Sony Gets Behind HD Radio

Xdrs3hd_2 Great news for the radio industry and its efforts to make HD Radio the new standard in audio broadcasting. Sony has announced that it will be shipping a bunch of HD Radios this year. The first model out the chute, in July, is this table top radio, which will retail for $200. You can pre-order one here.

To quote Mick Jagger:

My Favorite Flavor, Cherry Red

Gizmodo has the whole story.

I've said before on this blog that this is the year HD technology starts to show up in many of the new radios and this news from Sony certainly points in that direction.

Full Disclosure for those that don't already know - I've been an investor in and director of iBiquity since 1999. iBiquity is the developer and licensor of HD Radio.

Comments

Yeah, because with Sony behind the format, it will surely never die. :)

I know that you have interests in iBiquity, but this announcement will make no difference - outside of radio-geeks, consumers have almost zero interest, after two years:

"Can Sony Make HD Radio A Winner?"

"Question: when was the last time you spent $200 for a table-top clock radio? What locale will have to freeze over before you pay it now? Can you think of 20 AM and 20 FM stations you'd like to store in its memory? Or any memory? Your memory? Are there 20 AM and FM stations in the entire nation worth storing in memory. Hey, the input jack is neat... Sony is crazy and the radio industry is crazier to think this is going to help their HD problem. Hello! There's no good programming on HD. Hell, there's no programming -- forget good."

http://insidemusicmedia.blogspot.com/2007/05/can-sony-make-hd-radio-winner.html

I invite you, and your iBiquity buddies, over to radio-info's HD board, if you are interested in watching your wonderful technology, that causes massive interference on the AM band, go down the toilet:

http://tinyurl.com/create.php

Sorry, wrong link:

http://tinyurl.com/2d6fwu

If you take reader votes on future blog topics, I vote for an explanation of your view of the future/current state of HD radio. After reading your post and the Gizmodo article I don't get it. It's not like XM or the Inno, right? And obviously it's not like Rhapsody, right? So I don't get it. Does it allow you to listen to radio stations all over the country?
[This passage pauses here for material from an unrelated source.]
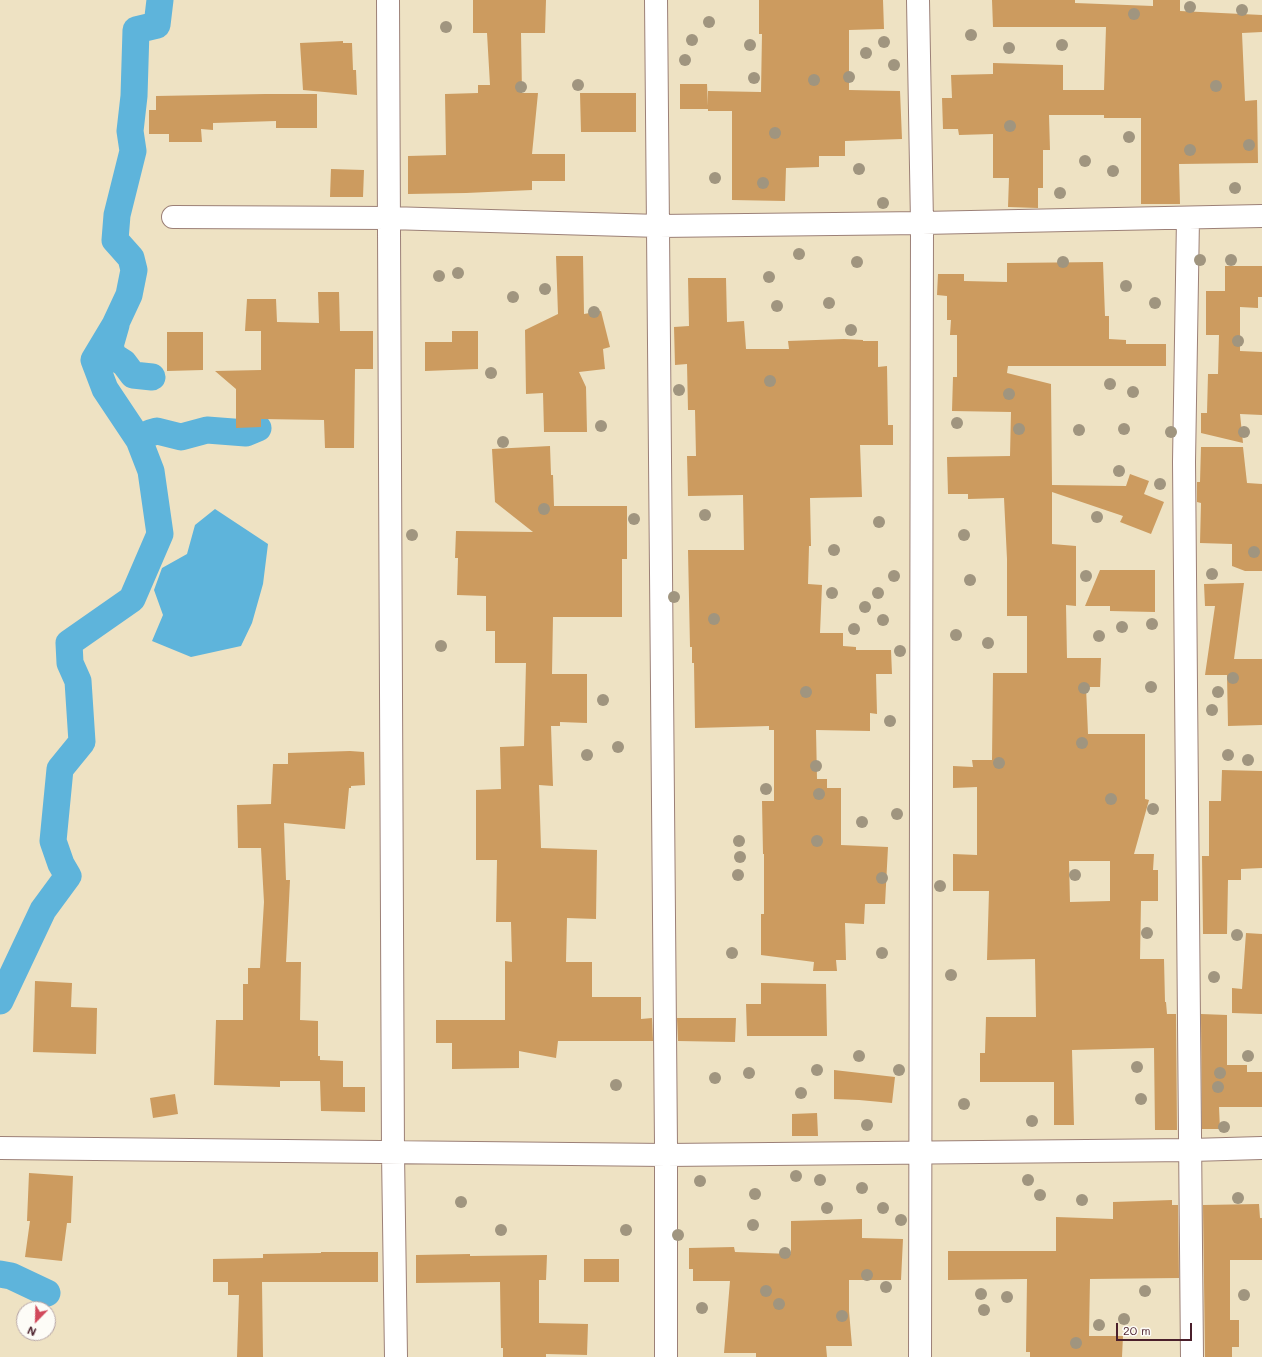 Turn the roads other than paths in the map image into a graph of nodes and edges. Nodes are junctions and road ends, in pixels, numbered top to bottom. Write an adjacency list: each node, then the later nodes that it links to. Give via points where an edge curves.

Is it like an Inno for nonsatellite, nonsubscription, local radio transmissions?

Hi Fred,
Toss in a way that I can hook this into my pc or tivo and rip songs/shows that I want to hear and you have me 1/2 way. Toss in a great UI I can access online, schedule on the road via crackberry and you'll have me somewhat hooked. I've got 10K songs on my Ipod so you're going to have to surpise me to get me to fully commit.